Jon
Jon

Reputation:

onkeydown event for html form not firing in IE 7 or FF 3

I am writing an asp.net application and have a form where a user must press a key to have a textbox become visible so that he/she can login. When the key is pressed, I want a label to disappear and a textbox to become visible. For some reason the 'onkeydown' event is not firing in FF or IE, but it works fine in Chrome. The application will be run on an AML terminal using the Links browser, but I am not able to test on that platform right now. Here is my code:

<form id="form1" runat="server" onkeydown="CheckKey(event.keyCode)" 
enableviewstate="True" submitdisabledcontrols="False" visible="True">

<script type="text/javascript">

    function SetVisibility() {
        var txtbx = document.getElementById("txtbx_login")
        txtbx.style.display = "none";
        var form = document.getElementById("form1")
    }

    function CheckKey(keycode) {
        if (keycode == 113) {
            var txtbx = document.getElementById("txtbx_login")
            txtbx.style.display = "";
            var lbl = document.getElementById("lbl_login")
            lbl.style.display = "none";
        }
    }

</script>

******other form elements******

</form>

The only way have been able to get the onkeydown event to work is if the textbox control is showing and has focus. Am I missing something? Thanks for the help!

Upvotes: 0

Views: 1566

Answers (1)

David Snabel-Caunt
David Snabel-Caunt

Reputation: 58361

I think the problem is that the onkeydown check is made on the form.

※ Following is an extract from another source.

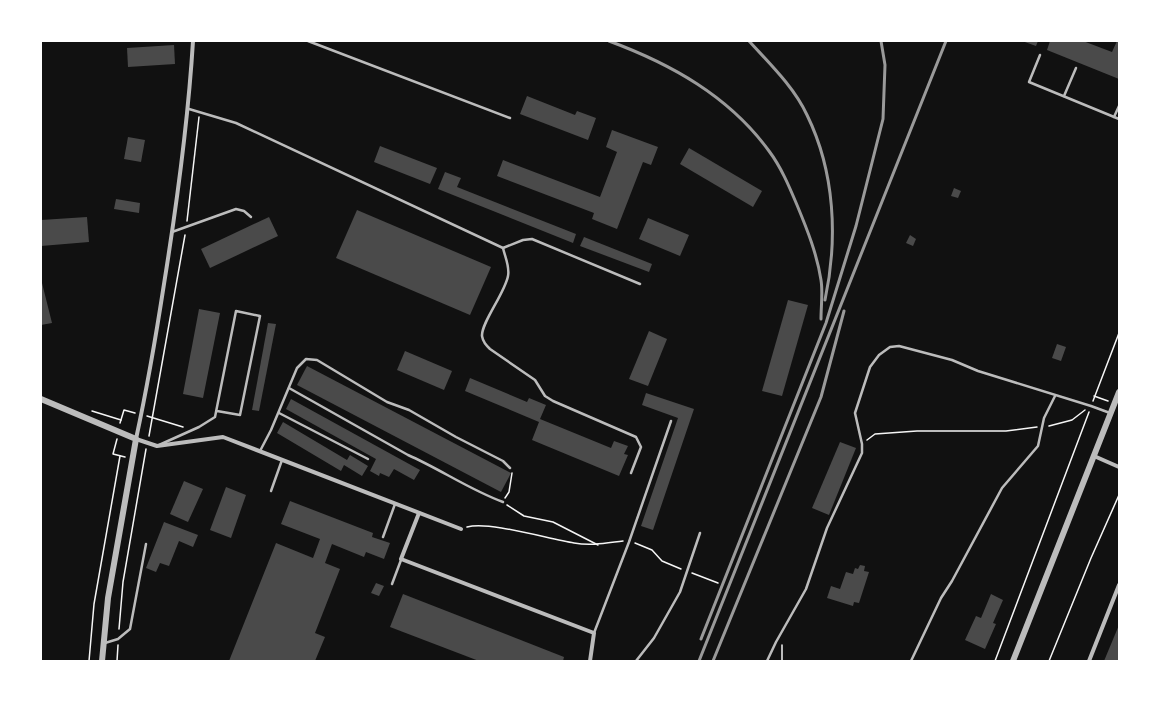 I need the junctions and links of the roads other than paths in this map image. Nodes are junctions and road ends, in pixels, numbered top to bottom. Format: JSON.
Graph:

Try moving it to the body element, or better, use javascript to add the event handler to a window event:

function handleKeypress(e){

       var keycode = e.keyCode || e.charCode;

       if (keycode == 113) {
            var txtbx = document.getElementById("txtbx_login")
            txtbx.style.display = "";
            var lbl = document.getElementById("lbl_login")
            lbl.style.display = "none";
        }

    }
    window.onkeypress = handleKeypress;

In firefox you'll need to use event.charCode as well. I haven't tested the above in all browsers but it's a start.